• [Exercise objective] Copy out each line containing "list" from the entries below.
::: Data for the task
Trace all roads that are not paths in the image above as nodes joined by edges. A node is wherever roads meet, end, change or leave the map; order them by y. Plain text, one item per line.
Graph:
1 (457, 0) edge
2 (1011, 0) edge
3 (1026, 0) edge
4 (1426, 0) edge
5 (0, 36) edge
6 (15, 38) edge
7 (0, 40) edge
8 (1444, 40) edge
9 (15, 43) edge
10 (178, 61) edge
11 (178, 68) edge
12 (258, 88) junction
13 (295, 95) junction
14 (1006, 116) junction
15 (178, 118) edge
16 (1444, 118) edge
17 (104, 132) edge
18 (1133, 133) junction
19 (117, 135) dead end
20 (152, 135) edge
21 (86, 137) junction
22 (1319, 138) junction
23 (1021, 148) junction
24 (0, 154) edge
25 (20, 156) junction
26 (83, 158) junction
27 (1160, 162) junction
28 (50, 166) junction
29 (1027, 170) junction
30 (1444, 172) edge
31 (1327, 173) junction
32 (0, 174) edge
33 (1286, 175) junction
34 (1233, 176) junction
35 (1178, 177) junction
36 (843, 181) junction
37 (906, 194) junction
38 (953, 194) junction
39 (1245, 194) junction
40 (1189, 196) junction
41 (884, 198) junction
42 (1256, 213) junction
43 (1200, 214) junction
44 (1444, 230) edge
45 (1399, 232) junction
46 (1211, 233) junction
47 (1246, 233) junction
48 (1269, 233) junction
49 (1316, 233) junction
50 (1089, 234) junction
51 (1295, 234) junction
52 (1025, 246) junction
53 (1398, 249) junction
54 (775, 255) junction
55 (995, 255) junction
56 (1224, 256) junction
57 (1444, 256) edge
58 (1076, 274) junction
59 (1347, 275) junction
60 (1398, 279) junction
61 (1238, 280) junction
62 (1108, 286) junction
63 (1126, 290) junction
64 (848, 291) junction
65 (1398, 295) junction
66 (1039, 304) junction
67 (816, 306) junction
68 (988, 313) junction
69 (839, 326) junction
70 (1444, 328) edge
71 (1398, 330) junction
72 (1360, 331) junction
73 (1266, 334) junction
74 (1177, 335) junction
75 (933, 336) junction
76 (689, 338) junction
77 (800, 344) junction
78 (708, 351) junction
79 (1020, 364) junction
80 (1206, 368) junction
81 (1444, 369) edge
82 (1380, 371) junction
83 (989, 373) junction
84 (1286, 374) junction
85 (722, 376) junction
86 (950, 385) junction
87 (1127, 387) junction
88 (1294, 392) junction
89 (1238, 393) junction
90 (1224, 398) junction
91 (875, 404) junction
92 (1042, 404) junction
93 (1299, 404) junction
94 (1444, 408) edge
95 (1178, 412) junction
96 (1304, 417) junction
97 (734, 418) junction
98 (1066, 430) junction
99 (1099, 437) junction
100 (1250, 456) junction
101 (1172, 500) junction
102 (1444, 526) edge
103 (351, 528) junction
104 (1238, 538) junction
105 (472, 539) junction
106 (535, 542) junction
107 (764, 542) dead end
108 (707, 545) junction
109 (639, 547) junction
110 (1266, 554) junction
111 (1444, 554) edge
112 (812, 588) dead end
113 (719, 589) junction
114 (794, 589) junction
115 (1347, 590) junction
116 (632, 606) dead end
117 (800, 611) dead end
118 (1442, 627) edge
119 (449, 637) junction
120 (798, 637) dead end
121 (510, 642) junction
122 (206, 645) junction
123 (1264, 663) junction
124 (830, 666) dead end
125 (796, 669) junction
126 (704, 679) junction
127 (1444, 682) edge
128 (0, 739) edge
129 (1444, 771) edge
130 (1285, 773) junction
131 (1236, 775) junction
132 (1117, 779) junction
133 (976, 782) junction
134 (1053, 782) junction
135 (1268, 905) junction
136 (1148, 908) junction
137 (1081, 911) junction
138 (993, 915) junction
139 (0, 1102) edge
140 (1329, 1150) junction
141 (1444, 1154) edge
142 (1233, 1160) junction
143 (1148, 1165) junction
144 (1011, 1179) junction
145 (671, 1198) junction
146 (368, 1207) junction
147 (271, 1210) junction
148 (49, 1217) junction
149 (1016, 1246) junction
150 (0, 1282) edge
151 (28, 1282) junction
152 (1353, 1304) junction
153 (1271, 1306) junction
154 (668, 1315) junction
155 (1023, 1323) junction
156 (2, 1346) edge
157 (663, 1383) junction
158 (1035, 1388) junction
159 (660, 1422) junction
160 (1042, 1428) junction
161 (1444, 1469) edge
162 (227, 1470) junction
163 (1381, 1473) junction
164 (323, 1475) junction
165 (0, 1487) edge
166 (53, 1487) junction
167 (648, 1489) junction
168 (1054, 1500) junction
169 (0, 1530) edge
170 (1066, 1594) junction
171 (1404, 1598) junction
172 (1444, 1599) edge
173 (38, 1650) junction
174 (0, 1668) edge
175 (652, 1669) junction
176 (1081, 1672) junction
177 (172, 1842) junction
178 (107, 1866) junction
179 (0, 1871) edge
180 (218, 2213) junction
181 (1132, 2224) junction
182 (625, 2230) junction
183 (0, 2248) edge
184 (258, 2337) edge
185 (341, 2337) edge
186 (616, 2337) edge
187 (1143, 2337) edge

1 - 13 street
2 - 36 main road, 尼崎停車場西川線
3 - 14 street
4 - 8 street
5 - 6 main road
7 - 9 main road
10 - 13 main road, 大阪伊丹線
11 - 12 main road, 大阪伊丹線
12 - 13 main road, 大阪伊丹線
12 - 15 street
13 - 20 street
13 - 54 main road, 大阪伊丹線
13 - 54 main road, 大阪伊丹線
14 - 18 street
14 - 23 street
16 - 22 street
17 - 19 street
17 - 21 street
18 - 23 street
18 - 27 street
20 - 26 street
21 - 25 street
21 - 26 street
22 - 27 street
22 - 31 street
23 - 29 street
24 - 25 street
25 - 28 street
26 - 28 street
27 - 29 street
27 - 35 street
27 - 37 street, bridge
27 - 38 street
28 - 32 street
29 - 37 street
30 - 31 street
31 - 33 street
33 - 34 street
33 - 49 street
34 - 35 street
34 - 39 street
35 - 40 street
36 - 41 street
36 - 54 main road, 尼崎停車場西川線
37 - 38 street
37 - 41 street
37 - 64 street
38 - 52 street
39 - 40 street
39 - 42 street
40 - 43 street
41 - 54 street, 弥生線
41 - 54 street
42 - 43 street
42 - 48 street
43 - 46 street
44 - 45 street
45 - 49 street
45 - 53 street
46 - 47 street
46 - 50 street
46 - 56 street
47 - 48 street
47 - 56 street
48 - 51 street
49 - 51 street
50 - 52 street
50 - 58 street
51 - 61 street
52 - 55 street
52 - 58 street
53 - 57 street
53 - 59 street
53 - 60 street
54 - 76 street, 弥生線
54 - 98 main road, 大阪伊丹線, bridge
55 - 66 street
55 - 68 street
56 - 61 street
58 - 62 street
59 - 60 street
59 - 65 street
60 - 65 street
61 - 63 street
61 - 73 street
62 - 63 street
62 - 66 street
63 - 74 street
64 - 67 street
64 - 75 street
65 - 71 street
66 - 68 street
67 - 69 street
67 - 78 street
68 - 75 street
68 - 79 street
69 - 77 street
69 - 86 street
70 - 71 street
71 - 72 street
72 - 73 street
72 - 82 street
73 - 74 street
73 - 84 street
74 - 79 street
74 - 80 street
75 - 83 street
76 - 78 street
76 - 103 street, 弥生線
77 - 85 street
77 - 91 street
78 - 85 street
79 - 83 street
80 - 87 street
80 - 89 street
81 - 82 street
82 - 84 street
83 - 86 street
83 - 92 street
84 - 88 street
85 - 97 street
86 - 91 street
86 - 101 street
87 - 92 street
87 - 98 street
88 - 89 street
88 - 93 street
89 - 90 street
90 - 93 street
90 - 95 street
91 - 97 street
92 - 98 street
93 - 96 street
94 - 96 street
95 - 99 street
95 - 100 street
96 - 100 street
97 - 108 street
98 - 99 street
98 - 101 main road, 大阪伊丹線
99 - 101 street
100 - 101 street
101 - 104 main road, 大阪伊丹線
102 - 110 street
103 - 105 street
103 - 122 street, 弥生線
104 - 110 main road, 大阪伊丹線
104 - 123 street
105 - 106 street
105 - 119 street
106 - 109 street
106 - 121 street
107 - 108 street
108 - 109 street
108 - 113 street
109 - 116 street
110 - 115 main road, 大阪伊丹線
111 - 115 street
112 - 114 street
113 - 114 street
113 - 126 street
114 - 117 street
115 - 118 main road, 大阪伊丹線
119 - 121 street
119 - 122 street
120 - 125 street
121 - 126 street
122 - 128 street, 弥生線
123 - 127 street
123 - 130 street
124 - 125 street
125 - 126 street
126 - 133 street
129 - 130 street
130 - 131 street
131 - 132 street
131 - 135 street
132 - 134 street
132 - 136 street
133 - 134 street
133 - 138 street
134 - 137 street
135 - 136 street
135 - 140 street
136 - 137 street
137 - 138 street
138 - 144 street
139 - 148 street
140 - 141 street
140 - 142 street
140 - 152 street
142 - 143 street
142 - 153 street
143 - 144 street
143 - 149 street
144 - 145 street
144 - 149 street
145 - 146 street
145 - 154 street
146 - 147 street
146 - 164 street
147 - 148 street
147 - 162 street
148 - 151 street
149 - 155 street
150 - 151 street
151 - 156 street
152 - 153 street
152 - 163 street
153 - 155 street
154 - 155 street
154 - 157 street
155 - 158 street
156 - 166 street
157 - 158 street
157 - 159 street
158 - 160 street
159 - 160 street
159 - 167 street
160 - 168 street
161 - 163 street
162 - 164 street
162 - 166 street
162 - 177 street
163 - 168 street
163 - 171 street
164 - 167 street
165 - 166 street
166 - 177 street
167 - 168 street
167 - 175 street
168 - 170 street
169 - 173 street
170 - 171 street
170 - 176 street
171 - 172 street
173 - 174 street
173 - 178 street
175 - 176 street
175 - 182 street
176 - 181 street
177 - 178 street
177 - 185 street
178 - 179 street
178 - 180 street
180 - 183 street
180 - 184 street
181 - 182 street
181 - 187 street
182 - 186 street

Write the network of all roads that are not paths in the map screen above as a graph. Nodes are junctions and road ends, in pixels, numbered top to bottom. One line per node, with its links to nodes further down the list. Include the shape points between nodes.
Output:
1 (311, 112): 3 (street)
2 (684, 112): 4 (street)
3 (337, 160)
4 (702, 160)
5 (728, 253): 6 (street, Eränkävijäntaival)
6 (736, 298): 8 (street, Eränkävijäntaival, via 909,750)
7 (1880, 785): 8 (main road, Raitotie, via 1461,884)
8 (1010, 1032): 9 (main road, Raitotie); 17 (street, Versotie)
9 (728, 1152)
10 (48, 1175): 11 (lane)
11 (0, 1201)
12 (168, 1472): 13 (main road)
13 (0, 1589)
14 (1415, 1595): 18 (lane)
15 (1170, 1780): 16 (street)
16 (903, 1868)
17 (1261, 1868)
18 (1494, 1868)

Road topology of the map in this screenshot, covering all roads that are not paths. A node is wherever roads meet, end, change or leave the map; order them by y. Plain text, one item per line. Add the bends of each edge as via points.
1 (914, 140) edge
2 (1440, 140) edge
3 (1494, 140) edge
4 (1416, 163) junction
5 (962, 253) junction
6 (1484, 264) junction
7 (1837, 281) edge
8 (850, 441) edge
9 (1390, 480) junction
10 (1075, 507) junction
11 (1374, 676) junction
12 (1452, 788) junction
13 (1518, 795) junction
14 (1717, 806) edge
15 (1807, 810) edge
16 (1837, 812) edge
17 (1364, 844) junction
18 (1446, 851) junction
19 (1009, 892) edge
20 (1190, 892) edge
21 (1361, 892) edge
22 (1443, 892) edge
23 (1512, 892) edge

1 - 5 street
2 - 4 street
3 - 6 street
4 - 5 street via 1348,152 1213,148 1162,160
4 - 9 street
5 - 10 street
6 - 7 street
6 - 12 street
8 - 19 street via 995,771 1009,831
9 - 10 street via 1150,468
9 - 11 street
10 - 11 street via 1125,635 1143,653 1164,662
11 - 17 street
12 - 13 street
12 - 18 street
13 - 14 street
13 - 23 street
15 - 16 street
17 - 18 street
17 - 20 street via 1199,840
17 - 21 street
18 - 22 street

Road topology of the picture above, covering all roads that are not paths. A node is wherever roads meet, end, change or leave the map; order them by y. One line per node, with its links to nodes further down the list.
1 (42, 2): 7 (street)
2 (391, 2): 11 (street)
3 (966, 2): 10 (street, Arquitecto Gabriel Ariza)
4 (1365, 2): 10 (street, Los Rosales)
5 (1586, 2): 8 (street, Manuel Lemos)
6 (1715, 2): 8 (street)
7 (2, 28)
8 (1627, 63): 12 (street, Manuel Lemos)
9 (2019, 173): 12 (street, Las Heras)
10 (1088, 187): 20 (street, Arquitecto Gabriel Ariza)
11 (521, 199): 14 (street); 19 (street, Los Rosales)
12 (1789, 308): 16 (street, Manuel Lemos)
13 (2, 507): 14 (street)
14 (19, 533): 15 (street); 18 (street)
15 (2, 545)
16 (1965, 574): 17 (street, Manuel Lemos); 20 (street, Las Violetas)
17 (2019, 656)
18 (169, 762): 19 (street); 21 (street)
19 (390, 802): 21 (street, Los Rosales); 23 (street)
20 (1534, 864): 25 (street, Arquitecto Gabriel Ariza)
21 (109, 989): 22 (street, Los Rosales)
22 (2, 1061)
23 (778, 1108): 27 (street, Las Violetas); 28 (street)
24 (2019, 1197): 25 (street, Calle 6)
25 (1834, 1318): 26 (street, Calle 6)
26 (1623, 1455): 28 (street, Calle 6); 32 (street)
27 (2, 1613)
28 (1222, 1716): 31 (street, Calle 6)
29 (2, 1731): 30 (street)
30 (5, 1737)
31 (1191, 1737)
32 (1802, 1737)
::::::
• [Output of the task]
Write the network of all roads that are not paths in the map screen above as a graph. Nodes are junctions and road ends, in pixels, numbered top to bottom. One line per node, with its links to nodes further down the list. Include the shape points between nodes.
Road topology of the picture above, covering all roads that are not paths. A node is wherever roads meet, end, change or leave the map; order them by y. One line per node, with its links to nodes further down the list.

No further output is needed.